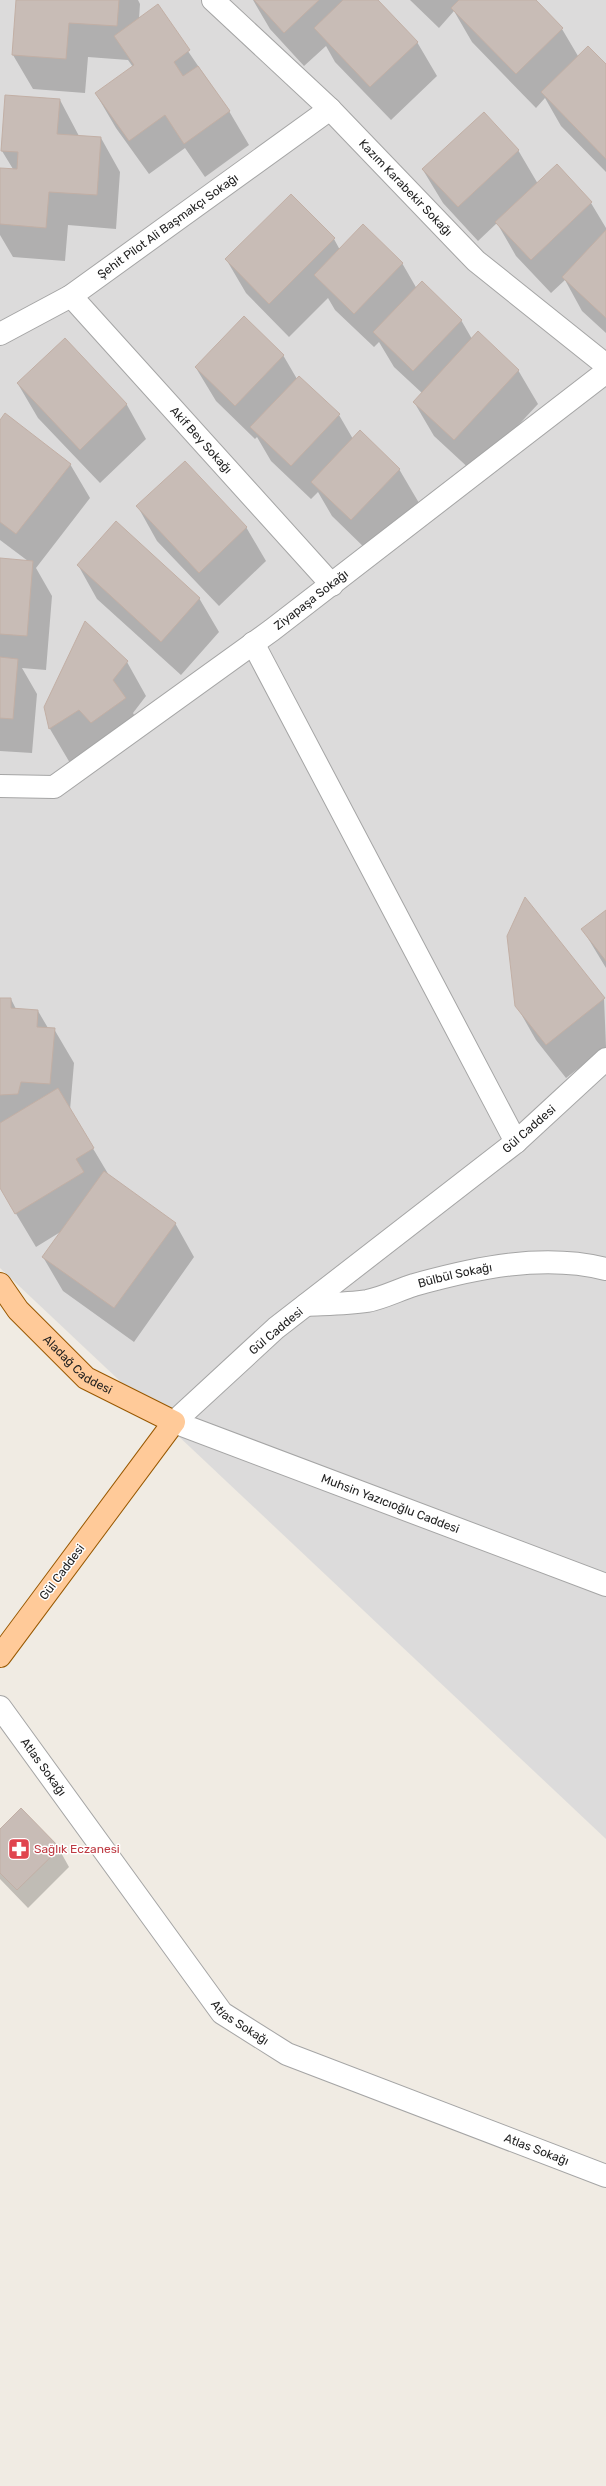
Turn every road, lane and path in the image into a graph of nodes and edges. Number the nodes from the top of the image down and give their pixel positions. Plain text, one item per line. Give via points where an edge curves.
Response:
1 (213, 0) edge
2 (330, 109) junction
3 (71, 296) junction
4 (0, 334) edge
5 (606, 365) edge
6 (606, 372) edge
7 (332, 585) junction
8 (253, 643) junction
9 (0, 786) edge
10 (606, 1059) edge
11 (516, 1142) junction
12 (606, 1269) edge
13 (0, 1284) edge
14 (306, 1305) junction
15 (174, 1422) junction
16 (606, 1585) edge
17 (0, 1656) edge
18 (0, 1707) edge
19 (606, 2176) edge

1 - 2 street, Kazım Karabekir Sokağı
2 - 3 street, Şehit Pilot Ali Başmakçı Sokağı
2 - 5 street, Kazım Karabekir Sokağı via 476,261
3 - 4 street, Şehit Pilot Ali Başmakçı Sokağı
3 - 7 street, Akif Bey Sokağı
6 - 7 street, Ziyapaşa Sokağı
7 - 8 street, Ziyapaşa Sokağı
8 - 9 street, Ziyapaşa Sokağı via 54,787
8 - 11 street
10 - 11 street, Gül Caddesi
11 - 14 street, Gül Caddesi
12 - 14 street, Bülbül Sokağı via 591,1265 547,1262 477,1269 368,1301
13 - 15 main road, Aladağ Caddesi via 18,1310 86,1378
14 - 15 street, Gül Caddesi via 276,1328
15 - 16 street, Muhsin Yazıcıoğlu Caddesi
15 - 17 main road, Gül Caddesi
18 - 19 street, Atlas Sokağı via 222,2013 287,2054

— WORK TO BE COMPLETED —
The response consists of the data above printed line for line, with no pictures.

— TASK ANSWER —
Turn every road, lane and path in the image into a graph of nodes and edges. Number the nodes from the top of the image down and give their pixel positions. Plain text, one item per line. Give via points where an edge curves.
Response:
1 (213, 0) edge
2 (330, 109) junction
3 (71, 296) junction
4 (0, 334) edge
5 (606, 365) edge
6 (606, 372) edge
7 (332, 585) junction
8 (253, 643) junction
9 (0, 786) edge
10 (606, 1059) edge
11 (516, 1142) junction
12 (606, 1269) edge
13 (0, 1284) edge
14 (306, 1305) junction
15 (174, 1422) junction
16 (606, 1585) edge
17 (0, 1656) edge
18 (0, 1707) edge
19 (606, 2176) edge

1 - 2 street, Kazım Karabekir Sokağı
2 - 3 street, Şehit Pilot Ali Başmakçı Sokağı
2 - 5 street, Kazım Karabekir Sokağı via 476,261
3 - 4 street, Şehit Pilot Ali Başmakçı Sokağı
3 - 7 street, Akif Bey Sokağı
6 - 7 street, Ziyapaşa Sokağı
7 - 8 street, Ziyapaşa Sokağı
8 - 9 street, Ziyapaşa Sokağı via 54,787
8 - 11 street
10 - 11 street, Gül Caddesi
11 - 14 street, Gül Caddesi
12 - 14 street, Bülbül Sokağı via 591,1265 547,1262 477,1269 368,1301
13 - 15 main road, Aladağ Caddesi via 18,1310 86,1378
14 - 15 street, Gül Caddesi via 276,1328
15 - 16 street, Muhsin Yazıcıoğlu Caddesi
15 - 17 main road, Gül Caddesi
18 - 19 street, Atlas Sokağı via 222,2013 287,2054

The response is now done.